Литтлджон поприветствовал их в полицейском участке. Он отвел их в свой кабинет, где стоял мужчина, утверждавший, что является тем самым загадочным незнакомцем.
Это был человек средних лет, который был выше среднего роста, но казался ниже из-за щуплого телосложения. В его лице явно выделялись челюсть и скулы, глаза под кустистыми бровями были ясны и жестки, а голову покрывали суровые седые кудри. Его увядшая красота словно никогда и не достигала расцвета, а потрепанные бриджи с желтым пуловером придавали ему псевдоковбойский вид. Гамбургская шляпа лежала на стуле позади него.
Пардо шагнул вперед и встретился взглядом с незнакомцем.
– Я – инспектор Пардо из Нью-Скотленд-Ярда, – сказал он. – Я так понял, что у вас есть, что сказать мне. Как вас зовут?
Мужчина взглянул на него с явным любопытством.
– Ну, – начал он хриплым голосом, который когда-то был исключительно звучен, – я знаю, что это расследование ведет Ярд, и когда я узнал, что дело касается меня, то пришел сюда. Но полиции я ничего не сказал – я бы предпочел иметь дело с вами. Ну, вы понимаете.
Речь незнакомца была грамотной, что диссонировало с его внешностью.
– Как вас зовут?
– Я – Уилл Херншоу, – ответил мужчина, понимая, что дает собеседникам пищу для размышления. – Отец Дженни. На выходных я был в Пекхэмском захолустье и только сегодня утром узнал, что вы разыскиваете меня. Скрывать мне нечего, вот я и пришел.

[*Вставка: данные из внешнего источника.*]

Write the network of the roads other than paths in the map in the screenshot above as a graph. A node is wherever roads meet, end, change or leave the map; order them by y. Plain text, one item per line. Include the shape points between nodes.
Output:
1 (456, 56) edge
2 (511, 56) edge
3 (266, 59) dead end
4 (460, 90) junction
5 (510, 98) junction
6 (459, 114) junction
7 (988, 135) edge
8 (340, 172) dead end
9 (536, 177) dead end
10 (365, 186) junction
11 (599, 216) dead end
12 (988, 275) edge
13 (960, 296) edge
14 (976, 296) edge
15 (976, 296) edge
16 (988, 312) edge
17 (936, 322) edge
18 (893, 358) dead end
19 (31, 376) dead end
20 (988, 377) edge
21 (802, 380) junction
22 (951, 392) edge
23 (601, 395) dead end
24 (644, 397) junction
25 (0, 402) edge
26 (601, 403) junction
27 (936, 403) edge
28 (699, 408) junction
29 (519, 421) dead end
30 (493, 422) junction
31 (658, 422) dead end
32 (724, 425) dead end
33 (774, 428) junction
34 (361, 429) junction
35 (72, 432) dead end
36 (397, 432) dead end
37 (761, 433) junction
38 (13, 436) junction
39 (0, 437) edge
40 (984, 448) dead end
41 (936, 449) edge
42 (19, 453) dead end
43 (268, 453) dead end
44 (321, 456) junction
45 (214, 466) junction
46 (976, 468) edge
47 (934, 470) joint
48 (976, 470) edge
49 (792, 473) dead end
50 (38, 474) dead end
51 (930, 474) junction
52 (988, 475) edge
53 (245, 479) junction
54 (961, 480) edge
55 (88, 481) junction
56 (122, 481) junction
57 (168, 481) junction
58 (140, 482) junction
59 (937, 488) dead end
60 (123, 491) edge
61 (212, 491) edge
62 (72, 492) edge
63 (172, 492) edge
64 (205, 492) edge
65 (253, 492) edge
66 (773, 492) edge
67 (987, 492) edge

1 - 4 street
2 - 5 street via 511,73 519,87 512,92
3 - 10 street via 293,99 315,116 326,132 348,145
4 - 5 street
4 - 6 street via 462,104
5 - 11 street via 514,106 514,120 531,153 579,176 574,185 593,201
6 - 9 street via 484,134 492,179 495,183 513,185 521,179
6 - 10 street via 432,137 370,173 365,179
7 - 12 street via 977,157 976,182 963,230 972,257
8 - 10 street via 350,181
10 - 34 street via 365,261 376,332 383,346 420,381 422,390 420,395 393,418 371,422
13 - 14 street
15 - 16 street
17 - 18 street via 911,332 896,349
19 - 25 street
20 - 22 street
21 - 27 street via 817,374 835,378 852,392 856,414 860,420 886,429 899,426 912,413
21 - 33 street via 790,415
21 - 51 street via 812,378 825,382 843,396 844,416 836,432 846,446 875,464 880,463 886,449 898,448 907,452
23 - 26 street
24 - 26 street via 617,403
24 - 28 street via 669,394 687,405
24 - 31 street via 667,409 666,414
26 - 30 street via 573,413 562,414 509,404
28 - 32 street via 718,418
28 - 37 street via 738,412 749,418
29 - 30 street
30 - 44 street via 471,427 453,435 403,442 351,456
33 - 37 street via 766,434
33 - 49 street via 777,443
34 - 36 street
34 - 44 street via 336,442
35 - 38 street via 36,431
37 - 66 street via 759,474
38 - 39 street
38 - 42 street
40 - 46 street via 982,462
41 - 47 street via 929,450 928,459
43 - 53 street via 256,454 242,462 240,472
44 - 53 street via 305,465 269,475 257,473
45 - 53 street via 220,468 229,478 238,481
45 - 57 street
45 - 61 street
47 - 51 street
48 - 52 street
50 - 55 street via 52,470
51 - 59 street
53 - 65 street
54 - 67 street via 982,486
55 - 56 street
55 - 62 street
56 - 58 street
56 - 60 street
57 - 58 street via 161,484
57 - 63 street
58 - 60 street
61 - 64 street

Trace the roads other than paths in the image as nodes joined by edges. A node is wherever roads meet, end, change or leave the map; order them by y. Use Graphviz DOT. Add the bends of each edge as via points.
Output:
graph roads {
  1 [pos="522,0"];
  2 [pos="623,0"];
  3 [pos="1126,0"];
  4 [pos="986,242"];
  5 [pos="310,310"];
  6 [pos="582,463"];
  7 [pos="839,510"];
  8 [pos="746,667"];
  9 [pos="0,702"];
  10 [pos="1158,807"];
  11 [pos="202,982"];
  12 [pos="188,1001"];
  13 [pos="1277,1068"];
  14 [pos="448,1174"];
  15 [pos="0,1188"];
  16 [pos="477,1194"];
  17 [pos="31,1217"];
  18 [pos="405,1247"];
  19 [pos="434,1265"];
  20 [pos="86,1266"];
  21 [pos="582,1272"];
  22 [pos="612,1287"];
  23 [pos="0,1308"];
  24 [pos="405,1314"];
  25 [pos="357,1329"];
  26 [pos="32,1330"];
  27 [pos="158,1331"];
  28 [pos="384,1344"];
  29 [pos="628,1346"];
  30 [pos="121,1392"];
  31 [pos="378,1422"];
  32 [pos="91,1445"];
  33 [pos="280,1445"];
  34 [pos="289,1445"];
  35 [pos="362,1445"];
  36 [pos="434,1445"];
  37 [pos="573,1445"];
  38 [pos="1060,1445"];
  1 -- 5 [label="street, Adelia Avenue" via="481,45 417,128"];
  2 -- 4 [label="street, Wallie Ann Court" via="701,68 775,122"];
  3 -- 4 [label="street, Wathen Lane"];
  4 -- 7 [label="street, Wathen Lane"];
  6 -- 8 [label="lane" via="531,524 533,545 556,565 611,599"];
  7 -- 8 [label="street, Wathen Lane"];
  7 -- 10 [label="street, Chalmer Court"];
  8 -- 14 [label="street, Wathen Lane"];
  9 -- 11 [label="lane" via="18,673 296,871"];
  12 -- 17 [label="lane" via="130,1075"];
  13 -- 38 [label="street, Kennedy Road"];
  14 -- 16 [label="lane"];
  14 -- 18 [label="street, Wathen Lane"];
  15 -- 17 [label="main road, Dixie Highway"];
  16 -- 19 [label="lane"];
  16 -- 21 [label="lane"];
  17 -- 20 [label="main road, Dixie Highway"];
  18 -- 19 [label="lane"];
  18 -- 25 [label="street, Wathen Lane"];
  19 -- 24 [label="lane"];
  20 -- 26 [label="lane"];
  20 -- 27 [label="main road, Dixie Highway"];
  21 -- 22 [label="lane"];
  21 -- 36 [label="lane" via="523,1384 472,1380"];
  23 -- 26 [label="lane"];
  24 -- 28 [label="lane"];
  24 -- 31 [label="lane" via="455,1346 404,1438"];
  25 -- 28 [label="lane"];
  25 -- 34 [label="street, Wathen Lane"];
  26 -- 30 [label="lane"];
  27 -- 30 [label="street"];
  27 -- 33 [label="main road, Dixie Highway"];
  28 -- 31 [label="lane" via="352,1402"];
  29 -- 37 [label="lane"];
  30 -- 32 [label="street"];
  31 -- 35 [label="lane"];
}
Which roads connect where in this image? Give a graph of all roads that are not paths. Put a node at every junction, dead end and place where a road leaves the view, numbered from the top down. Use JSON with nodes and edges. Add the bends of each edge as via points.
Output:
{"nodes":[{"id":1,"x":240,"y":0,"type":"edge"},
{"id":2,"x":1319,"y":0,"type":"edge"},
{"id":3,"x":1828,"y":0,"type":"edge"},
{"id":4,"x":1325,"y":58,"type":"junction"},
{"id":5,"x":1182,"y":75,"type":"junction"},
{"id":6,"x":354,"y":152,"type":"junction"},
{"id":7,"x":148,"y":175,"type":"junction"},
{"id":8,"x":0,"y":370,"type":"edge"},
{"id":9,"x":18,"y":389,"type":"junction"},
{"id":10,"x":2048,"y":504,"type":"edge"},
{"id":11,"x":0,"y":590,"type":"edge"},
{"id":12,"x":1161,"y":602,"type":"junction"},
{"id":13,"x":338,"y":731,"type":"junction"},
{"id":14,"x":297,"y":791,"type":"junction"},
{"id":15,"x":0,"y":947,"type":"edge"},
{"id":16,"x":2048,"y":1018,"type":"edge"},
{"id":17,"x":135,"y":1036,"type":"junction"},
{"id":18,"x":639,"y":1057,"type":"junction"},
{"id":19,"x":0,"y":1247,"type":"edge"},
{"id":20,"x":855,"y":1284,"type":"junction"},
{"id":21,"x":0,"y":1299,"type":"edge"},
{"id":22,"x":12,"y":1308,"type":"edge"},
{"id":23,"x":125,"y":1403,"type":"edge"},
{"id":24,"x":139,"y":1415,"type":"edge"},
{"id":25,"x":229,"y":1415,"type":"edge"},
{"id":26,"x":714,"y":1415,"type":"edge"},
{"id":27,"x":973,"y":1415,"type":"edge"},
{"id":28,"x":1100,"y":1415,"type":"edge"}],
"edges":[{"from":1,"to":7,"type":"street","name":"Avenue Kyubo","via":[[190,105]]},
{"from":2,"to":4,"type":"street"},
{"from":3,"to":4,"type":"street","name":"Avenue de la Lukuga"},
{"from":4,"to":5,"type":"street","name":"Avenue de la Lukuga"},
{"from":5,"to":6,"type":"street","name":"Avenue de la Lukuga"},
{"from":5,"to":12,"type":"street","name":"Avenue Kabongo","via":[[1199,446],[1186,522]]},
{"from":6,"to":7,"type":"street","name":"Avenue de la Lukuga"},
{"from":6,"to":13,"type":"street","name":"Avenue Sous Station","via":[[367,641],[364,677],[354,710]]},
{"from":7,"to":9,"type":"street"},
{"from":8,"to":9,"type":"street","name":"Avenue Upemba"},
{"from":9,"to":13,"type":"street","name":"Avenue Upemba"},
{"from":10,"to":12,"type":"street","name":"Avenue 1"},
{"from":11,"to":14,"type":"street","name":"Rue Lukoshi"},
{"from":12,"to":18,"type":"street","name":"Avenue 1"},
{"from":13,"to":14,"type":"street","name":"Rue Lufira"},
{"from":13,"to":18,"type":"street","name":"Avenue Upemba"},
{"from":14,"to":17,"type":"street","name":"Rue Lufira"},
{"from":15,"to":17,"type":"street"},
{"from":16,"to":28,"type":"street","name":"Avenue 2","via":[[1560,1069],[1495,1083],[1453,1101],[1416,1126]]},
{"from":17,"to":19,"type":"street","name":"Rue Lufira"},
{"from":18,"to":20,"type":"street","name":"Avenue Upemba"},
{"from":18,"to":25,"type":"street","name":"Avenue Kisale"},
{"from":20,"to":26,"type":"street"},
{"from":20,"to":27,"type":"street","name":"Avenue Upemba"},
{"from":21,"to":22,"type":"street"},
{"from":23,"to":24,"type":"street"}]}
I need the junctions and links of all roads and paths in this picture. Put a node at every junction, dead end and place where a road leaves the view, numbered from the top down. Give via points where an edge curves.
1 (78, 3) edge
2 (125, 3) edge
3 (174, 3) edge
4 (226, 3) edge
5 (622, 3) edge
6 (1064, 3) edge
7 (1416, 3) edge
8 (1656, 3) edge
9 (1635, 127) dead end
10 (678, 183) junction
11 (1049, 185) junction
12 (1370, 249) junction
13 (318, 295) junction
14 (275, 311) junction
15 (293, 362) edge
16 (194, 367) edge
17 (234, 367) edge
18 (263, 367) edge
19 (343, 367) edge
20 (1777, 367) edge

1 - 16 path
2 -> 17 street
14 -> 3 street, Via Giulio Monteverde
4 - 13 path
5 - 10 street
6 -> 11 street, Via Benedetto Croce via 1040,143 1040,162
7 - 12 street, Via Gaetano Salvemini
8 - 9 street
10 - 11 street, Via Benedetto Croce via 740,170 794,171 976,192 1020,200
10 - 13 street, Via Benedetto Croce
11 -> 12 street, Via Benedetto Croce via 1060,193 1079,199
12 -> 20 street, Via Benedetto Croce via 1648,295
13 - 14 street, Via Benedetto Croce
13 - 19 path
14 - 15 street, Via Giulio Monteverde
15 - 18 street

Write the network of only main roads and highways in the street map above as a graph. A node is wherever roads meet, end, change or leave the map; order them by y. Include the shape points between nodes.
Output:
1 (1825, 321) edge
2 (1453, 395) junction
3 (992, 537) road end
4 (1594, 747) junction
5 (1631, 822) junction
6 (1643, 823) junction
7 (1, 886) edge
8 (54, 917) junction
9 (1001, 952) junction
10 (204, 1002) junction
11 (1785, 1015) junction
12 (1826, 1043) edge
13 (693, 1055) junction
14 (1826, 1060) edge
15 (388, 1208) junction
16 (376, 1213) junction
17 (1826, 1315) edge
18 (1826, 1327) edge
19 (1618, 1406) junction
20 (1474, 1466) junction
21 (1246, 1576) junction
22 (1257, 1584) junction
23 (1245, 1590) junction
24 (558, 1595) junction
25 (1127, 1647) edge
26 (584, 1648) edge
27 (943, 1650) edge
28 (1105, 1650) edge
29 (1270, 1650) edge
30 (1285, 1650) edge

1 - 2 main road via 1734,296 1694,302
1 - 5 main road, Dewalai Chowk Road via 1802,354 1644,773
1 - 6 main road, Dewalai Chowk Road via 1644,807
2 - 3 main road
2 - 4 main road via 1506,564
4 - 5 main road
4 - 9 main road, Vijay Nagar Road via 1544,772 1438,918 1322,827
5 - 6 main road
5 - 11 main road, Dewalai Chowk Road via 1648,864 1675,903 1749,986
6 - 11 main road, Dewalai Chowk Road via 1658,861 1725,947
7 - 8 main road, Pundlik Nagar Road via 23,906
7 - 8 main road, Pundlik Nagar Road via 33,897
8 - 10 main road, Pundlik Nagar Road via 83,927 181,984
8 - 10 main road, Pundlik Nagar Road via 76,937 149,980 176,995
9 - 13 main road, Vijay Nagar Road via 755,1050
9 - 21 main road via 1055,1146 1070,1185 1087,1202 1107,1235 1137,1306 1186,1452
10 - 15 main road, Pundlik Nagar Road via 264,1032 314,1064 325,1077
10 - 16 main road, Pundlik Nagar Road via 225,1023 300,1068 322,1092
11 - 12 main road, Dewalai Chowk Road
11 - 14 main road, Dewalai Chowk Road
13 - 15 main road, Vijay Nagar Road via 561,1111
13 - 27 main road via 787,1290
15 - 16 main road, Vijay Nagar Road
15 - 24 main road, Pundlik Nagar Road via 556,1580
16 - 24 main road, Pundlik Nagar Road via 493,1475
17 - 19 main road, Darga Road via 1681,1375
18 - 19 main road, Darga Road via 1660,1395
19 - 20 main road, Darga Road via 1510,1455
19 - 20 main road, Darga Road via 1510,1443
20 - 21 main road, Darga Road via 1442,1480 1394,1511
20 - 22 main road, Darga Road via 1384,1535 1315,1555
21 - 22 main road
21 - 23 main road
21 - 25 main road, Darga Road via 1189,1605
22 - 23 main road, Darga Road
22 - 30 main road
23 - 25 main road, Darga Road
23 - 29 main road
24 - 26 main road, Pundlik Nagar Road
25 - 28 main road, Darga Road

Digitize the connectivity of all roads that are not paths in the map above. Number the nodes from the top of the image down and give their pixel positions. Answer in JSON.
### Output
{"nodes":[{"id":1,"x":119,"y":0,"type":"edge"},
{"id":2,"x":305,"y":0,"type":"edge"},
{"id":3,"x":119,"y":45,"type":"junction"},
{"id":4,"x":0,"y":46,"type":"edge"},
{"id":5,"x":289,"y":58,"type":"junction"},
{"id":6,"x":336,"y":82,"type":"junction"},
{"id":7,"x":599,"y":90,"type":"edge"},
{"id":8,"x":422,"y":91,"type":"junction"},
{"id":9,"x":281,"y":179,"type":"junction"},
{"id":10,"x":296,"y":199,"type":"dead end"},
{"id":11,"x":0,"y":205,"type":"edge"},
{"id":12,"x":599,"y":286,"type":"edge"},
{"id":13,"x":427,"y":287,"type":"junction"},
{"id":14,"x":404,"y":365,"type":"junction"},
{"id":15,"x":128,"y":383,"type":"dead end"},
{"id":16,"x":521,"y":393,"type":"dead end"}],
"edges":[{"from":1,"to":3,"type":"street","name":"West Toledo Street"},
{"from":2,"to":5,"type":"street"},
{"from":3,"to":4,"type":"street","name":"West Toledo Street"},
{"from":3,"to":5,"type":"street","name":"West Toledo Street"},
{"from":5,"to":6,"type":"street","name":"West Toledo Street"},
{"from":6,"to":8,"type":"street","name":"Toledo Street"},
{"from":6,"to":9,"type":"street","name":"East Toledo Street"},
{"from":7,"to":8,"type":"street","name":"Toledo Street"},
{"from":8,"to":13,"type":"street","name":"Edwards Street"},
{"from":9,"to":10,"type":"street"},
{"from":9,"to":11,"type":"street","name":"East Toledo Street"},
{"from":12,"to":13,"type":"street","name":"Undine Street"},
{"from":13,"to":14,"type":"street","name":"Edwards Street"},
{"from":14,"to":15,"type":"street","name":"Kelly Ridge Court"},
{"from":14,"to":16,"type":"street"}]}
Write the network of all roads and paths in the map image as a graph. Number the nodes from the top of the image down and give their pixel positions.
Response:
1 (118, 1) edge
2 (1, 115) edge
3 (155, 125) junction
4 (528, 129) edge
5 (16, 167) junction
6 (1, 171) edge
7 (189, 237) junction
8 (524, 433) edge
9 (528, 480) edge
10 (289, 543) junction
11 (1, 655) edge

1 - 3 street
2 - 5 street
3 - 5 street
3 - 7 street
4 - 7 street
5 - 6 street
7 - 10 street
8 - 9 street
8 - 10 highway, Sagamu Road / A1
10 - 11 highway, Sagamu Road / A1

– Кто рассказал вам, что мы хотим вас увидеть? – резковато спросил Пардо. Он не ожидал такого развития событий, и, судя по кряхтенью Солта и выражению лица Литтлджона, его спутники также не ожидали ничего такого.
Херншоу окинул его сомнительным взглядом.
– А тот, кто мне это сказал, не попадет в переделку? – спросил он.
Литтлджон изумленно посмотрел на инспектора.
– Ну, поскольку в итоге вы пришли к нам, то не думаю, что это может завести в переделку, – заключил Пардо. – Полагаю, это была мисс Херншоу?
– Верно, – с легкостью ответил собеседник. Несмотря на явную осторожность его позиции, было не видно, чтобы он чувствовал дискомфорт. – Внесем ясность. Все это лето
– Как вы думаете, почему она написала так? – спросил Пардо.
– Из-за дознания и всего остального она, вероятно, решила, что я был бы здесь лишним. В любом случае, меня ошеломило известие о дознании. После того, как она так долго была прикована к постели, это несколько странно.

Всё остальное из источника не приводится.